## Exercise
Please check every line of the listing for "West" and copy each line where it is found.

BEGIN

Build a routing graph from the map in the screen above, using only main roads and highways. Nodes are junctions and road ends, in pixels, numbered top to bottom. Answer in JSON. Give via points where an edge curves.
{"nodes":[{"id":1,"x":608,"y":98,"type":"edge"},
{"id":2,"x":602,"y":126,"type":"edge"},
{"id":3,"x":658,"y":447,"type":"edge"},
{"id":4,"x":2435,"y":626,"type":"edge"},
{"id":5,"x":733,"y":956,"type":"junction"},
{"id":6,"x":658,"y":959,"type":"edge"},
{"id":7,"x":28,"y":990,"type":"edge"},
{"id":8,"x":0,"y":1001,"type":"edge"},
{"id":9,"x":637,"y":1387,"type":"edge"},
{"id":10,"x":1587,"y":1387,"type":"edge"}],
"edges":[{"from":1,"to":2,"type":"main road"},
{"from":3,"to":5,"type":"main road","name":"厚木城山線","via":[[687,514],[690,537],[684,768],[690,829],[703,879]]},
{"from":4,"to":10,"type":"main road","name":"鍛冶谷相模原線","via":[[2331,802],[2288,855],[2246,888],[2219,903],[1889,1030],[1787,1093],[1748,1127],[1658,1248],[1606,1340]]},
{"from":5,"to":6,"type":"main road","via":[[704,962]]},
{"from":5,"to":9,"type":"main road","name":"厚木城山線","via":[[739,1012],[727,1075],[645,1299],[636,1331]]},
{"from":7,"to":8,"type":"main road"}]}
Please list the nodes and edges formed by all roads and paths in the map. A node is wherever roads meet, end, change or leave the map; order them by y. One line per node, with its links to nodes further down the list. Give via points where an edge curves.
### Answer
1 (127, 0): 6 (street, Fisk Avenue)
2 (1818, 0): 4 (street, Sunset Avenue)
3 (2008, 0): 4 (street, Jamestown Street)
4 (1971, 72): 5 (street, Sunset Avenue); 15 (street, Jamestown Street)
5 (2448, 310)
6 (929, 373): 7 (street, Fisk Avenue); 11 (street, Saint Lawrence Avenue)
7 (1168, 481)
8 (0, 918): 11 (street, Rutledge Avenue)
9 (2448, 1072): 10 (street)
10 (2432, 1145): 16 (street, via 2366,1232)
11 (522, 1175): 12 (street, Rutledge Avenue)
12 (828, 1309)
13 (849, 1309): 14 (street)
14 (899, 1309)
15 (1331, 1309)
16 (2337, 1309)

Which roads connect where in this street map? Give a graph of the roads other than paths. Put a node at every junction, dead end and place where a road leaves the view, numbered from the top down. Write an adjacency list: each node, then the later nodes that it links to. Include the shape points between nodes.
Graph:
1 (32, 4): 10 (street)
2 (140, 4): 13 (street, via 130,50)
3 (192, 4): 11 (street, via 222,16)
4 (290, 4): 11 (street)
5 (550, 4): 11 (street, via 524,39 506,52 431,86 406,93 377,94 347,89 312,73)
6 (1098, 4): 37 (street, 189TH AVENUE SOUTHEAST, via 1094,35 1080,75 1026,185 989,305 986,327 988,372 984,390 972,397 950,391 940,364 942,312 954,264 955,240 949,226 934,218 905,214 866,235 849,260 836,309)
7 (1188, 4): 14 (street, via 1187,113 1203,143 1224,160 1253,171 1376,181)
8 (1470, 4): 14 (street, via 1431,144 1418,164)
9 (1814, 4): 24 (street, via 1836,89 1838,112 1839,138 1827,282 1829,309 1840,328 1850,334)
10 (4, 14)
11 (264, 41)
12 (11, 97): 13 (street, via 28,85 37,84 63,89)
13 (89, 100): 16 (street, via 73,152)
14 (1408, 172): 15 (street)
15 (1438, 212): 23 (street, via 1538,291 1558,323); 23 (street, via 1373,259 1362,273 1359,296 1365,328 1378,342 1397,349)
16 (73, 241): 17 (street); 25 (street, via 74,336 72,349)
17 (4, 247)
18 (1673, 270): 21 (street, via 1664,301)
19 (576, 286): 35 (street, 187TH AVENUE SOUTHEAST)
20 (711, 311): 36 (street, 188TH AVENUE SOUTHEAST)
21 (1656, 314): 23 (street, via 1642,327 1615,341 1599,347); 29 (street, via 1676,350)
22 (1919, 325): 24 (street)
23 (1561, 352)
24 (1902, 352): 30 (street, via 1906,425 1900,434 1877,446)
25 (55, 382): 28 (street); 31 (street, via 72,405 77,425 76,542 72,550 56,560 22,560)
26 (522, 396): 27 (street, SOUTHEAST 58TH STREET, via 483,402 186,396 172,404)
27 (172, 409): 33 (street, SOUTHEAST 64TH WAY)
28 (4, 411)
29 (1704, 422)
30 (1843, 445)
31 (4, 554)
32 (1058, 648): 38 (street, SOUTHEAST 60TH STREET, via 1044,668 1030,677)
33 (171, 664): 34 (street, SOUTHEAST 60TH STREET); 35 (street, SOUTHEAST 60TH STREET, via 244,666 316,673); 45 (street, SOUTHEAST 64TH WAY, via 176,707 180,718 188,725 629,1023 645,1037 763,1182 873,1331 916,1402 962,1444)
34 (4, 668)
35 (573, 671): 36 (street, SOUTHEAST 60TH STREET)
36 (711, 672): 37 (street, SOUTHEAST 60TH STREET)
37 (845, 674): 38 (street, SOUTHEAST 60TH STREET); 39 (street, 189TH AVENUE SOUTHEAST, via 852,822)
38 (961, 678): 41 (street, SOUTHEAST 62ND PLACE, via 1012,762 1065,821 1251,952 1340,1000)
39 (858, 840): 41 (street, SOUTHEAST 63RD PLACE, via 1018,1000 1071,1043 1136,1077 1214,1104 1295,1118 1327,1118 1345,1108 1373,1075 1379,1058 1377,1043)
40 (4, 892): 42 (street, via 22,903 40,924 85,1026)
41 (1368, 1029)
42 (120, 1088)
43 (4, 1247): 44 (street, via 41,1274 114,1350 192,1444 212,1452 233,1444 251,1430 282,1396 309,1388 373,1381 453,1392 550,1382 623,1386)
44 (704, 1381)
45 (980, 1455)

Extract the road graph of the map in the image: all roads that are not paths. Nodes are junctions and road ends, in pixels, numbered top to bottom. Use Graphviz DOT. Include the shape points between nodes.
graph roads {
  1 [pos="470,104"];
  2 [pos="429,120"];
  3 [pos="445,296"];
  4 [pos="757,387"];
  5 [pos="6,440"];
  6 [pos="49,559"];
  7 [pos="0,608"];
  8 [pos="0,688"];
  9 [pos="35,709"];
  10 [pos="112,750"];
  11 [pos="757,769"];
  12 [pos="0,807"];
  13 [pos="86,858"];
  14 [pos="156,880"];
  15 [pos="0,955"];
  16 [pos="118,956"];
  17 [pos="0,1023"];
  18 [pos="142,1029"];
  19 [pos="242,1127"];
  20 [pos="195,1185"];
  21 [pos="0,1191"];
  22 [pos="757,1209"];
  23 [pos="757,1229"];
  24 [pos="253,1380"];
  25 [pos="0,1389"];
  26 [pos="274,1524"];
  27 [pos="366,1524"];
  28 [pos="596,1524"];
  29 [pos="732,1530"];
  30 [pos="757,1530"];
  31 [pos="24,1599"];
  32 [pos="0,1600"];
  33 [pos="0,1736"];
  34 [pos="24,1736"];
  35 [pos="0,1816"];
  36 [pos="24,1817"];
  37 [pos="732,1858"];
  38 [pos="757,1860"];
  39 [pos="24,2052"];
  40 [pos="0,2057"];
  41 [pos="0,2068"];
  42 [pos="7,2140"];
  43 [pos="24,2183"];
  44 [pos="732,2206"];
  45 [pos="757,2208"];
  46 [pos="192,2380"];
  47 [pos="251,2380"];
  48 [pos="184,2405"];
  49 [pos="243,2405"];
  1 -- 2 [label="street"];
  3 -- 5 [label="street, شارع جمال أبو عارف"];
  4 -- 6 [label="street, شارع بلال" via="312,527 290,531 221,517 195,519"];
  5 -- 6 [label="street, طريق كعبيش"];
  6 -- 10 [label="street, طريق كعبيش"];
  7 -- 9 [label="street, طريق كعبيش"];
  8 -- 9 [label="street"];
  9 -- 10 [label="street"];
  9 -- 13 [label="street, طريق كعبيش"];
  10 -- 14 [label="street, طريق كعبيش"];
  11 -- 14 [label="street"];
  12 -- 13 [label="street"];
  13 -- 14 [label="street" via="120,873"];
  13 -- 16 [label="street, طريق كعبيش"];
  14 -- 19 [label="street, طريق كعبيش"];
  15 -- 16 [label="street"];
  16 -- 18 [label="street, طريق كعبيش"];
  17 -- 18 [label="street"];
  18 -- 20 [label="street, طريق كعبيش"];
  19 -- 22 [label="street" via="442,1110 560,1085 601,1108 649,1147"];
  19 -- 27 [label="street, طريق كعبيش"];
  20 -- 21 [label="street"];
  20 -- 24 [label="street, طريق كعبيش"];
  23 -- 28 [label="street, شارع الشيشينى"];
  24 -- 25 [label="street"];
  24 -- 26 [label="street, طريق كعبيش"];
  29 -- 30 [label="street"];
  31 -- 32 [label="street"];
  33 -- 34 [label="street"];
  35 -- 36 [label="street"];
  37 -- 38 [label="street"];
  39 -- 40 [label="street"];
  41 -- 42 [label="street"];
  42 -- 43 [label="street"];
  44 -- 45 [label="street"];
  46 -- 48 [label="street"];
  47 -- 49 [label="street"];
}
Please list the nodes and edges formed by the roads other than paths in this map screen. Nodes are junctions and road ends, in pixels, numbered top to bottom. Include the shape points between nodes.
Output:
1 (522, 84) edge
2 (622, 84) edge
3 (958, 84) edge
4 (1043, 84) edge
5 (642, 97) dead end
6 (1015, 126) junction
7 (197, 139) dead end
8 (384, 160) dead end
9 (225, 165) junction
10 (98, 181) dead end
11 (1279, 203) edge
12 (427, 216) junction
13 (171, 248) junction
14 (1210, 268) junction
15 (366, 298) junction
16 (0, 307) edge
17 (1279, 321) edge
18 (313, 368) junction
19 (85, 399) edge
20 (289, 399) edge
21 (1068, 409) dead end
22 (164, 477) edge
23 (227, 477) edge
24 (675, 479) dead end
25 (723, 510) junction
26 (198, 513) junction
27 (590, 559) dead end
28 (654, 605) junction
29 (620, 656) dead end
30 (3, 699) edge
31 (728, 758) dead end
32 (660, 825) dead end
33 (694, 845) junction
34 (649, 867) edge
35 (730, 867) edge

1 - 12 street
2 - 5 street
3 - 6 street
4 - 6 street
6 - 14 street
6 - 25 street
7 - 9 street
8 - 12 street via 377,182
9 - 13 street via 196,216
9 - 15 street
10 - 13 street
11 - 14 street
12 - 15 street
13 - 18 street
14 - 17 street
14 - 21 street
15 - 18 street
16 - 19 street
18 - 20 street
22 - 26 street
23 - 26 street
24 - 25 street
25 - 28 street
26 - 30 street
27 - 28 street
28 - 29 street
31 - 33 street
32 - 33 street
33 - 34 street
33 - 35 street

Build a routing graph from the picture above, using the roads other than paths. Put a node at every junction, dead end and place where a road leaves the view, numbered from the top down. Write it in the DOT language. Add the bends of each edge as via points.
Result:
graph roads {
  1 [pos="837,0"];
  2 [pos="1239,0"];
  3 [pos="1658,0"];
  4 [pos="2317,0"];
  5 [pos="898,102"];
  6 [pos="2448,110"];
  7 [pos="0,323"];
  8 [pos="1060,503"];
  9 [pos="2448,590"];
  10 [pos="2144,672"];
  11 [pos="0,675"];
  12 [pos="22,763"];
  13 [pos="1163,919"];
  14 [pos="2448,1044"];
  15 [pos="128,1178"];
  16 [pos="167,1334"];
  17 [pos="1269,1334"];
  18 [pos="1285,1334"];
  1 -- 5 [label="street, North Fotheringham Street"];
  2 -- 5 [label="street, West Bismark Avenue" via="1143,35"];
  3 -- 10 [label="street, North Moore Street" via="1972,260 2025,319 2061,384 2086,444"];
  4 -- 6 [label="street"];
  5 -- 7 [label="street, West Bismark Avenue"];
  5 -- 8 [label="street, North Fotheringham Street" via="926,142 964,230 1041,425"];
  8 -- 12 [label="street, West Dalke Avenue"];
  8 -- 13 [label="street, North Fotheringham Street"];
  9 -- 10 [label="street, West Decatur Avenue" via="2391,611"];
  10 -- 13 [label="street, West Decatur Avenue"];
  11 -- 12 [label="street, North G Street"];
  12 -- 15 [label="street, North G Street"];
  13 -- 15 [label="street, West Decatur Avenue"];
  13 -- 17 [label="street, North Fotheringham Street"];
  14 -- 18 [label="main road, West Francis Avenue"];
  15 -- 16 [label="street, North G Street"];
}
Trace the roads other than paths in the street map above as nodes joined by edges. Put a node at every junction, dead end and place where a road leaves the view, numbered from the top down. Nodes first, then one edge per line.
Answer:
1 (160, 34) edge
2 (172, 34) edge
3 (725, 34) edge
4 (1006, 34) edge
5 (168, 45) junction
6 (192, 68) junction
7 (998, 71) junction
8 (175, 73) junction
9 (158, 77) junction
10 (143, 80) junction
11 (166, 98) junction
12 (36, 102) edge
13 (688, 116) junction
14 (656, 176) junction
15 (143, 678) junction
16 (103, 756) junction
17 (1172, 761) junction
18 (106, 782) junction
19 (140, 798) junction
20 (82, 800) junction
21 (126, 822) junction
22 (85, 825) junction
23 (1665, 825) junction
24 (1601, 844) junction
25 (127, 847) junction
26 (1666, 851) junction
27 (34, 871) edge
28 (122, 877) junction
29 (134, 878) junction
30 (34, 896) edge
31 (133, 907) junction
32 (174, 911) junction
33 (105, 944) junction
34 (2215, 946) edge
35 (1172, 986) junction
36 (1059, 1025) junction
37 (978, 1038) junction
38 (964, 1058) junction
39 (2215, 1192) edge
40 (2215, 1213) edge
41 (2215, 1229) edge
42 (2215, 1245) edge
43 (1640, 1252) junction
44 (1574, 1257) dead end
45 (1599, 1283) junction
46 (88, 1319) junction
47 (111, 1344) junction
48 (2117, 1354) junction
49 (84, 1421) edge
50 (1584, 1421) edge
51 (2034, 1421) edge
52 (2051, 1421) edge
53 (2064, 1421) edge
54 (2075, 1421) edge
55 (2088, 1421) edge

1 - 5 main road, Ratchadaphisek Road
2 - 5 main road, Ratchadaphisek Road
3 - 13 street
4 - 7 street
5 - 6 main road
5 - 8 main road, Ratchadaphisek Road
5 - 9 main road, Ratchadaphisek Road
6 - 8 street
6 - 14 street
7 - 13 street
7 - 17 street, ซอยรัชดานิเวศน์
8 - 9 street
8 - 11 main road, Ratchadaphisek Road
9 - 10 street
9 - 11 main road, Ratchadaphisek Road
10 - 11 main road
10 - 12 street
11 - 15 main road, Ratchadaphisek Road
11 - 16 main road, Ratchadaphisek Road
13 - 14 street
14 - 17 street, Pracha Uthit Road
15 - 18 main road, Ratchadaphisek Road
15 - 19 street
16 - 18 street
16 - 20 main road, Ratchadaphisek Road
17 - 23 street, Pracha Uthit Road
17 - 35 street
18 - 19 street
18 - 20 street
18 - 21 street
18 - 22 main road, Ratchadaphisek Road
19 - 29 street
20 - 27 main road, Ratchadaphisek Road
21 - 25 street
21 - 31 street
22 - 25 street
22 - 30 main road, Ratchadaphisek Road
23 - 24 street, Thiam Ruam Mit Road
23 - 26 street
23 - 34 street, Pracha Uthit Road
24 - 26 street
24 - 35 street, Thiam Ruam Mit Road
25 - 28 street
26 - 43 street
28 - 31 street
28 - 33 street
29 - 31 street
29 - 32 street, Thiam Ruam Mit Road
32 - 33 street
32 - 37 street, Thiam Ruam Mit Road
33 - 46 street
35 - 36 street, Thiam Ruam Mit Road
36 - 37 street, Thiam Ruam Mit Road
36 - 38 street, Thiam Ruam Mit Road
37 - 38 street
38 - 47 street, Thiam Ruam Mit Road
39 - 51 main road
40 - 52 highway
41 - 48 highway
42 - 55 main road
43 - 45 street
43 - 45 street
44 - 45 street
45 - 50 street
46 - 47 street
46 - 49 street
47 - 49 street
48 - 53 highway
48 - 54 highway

END

## Answer box
  2 -- 5 [label="street, West Bismark Avenue" via="1143,35"];
  5 -- 7 [label="street, West Bismark Avenue"];
  8 -- 12 [label="street, West Dalke Avenue"];
  9 -- 10 [label="street, West Decatur Avenue" via="2391,611"];
  10 -- 13 [label="street, West Decatur Avenue"];
  13 -- 15 [label="street, West Decatur Avenue"];
  14 -- 18 [label="main road, West Francis Avenue"];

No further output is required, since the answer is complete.